Learning — handover hit rate

Bob takes Alice's contract using Alice's playbook namespace. Did Alice's recorded answers surface in Bob's results?

Metric Value
Verbatim handover queries run 4
Alice's recorded answer at Bob's top-1 (verbatim) 4
Alice's recorded answer in Bob's top-K (verbatim) 4
Verbatim handover hit rate (top-1) 1
Paraphrase handover queries run 4
Alice's recorded answer at Bob's top-1 (paraphrase) 4
Alice's recorded answer in Bob's top-K (paraphrase) 4
Paraphrase handover hit rate (top-1) 1

Interpretation:

  • Verbatim hit rate ≈ 1.0: trivial case — Bob runs identical queries; should always hit.
  • Paraphrase hit rate ≥ 0.5: institutional memory survives wording change — the harder learning property.
  • Paraphrase hit rate ≈ 0.0: Bob's paraphrases drift past the inject threshold, so Alice's recordings don't activate.
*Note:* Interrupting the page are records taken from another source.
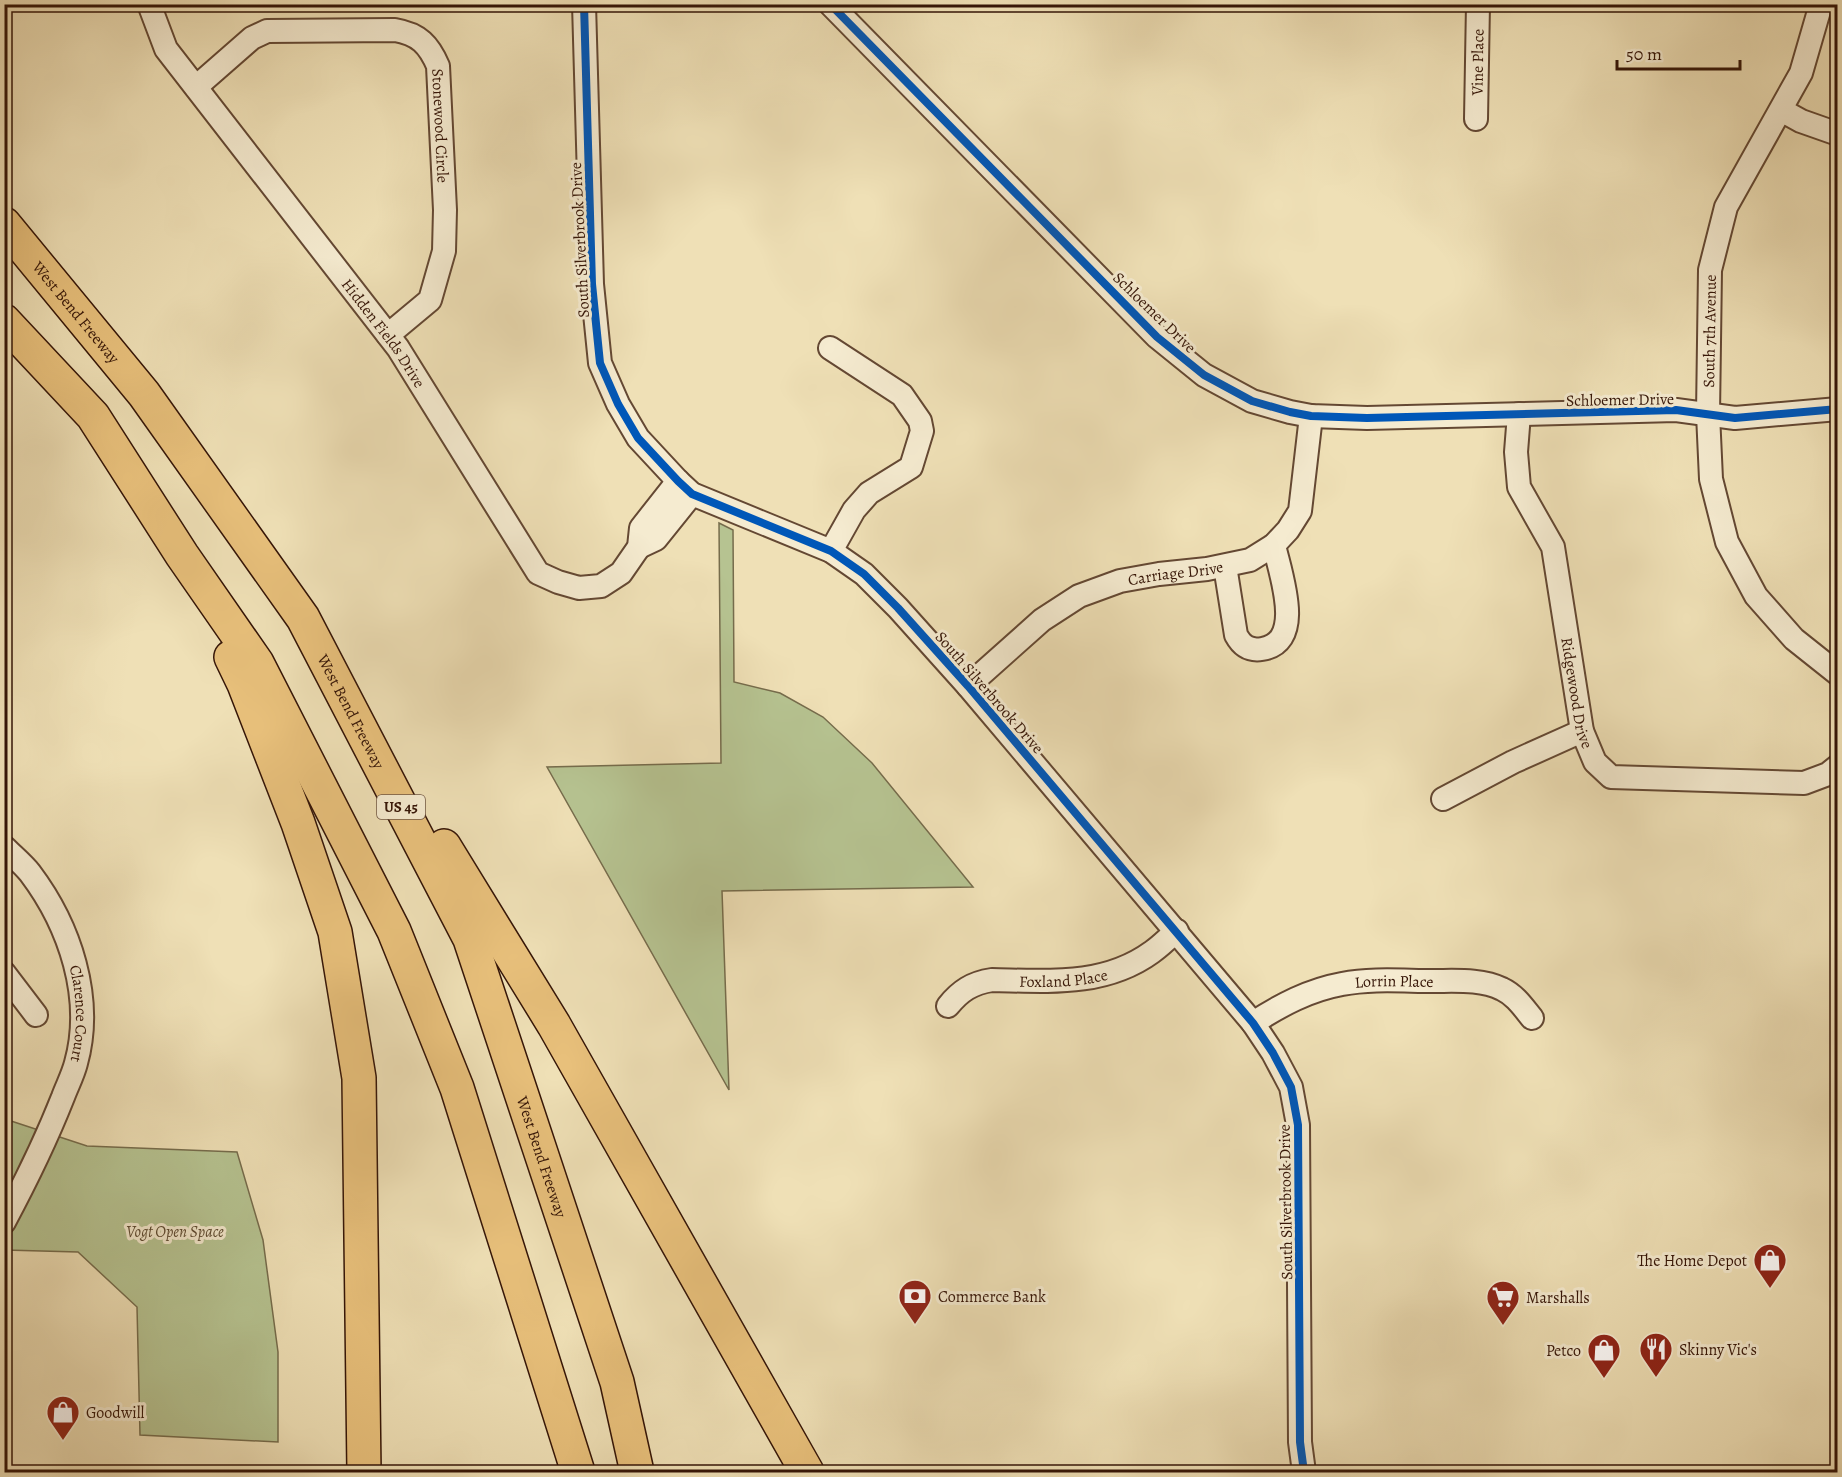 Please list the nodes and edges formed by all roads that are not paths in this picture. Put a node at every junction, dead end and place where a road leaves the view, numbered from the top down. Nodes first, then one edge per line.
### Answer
1 (149, 4) edge
2 (584, 4) edge
3 (830, 4) edge
4 (1478, 4) edge
5 (1821, 4) edge
6 (196, 87) junction
7 (1781, 110) junction
8 (1476, 118) dead end
9 (1838, 134) edge
10 (4, 224) edge
11 (4, 321) edge
12 (388, 335) junction
13 (830, 348) dead end
14 (1838, 409) edge
15 (1519, 414) junction
16 (1708, 414) junction
17 (1311, 416) junction
18 (685, 487) junction
19 (1274, 545) junction
20 (831, 551) junction
21 (182, 555) junction
22 (1225, 566) junction
23 (303, 618) junction
24 (1838, 674) edge
25 (968, 686) junction
26 (1582, 731) junction
27 (1838, 766) edge
28 (1443, 799) dead end
29 (4, 847) edge
30 (1176, 931) junction
31 (4, 973) edge
32 (948, 1006) dead end
33 (36, 1015) dead end
34 (1532, 1018) dead end
35 (1253, 1023) junction
36 (4, 1222) edge
37 (363, 1473) edge
38 (578, 1473) edge
39 (637, 1473) edge
40 (807, 1473) edge
41 (1304, 1473) edge

1 - 6 street, Hidden Fields Drive
2 - 18 street, South Silverbrook Drive
3 - 17 street, Schloemer Drive
4 - 8 street, Vine Place
5 - 7 street, South 7th Avenue
6 - 12 street, Hidden Fields Drive
6 - 12 street, Stonewood Circle
7 - 9 street
7 - 16 street, South 7th Avenue
10 - 23 highway, West Bend Freeway / US 45
11 - 21 highway
12 - 18 street, Hidden Fields Drive
13 - 20 street
14 - 16 street, Schloemer Drive
15 - 16 street, Schloemer Drive
15 - 17 street, Schloemer Drive
15 - 26 street, Ridgewood Drive
16 - 24 street, South 7th Avenue
17 - 19 street, Carriage Drive
18 - 20 street, South Silverbrook Drive
19 - 22 street, Carriage Drive
19 - 22 street
20 - 25 street, South Silverbrook Drive
21 - 37 highway
21 - 38 highway
22 - 25 street, Carriage Drive
23 - 39 highway, West Bend Freeway / US 45
23 - 40 highway
25 - 30 street, South Silverbrook Drive
26 - 27 street, Ridgewood Drive
26 - 28 street
29 - 36 street, Clarence Court
30 - 32 street, Foxland Place
30 - 35 street, South Silverbrook Drive
31 - 33 street
34 - 35 street, Lorrin Place
35 - 41 street, South Silverbrook Drive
Same caveat as the playbook_lift paraphrase pass.

Per-event capture

All matrix.search responses live in the JSON — top-K with worker IDs, distances, and per-corpus counts. Search by phase:

jq '.events[] | select(.phase == "merge")' reports/reality-tests/multi_coord_stress_006.json
jq '.events[] | select(.coordinator == "alice" and .phase == "baseline")' reports/reality-tests/multi_coord_stress_006.json
jq '.events[] | select(.role == "warehouse worker") | {phase, contract, top_k_ids: [.top_k[].id]}' reports/reality-tests/multi_coord_stress_006.json

What's NOT in this run (Phase 1 deliberately defers)

  • 48-hour clock. Events fire as discrete steps, not on a timeline.
  • Email / SMS ingest. No endpoints exist on the Go side yet.
  • New-resume injection mid-run. The corpus is fixed at the start.
  • Langfuse traces. Need Go-side wiring.

These are Phase 2/3. The Phase 1 substrate is what the time-based runner will mount on top of.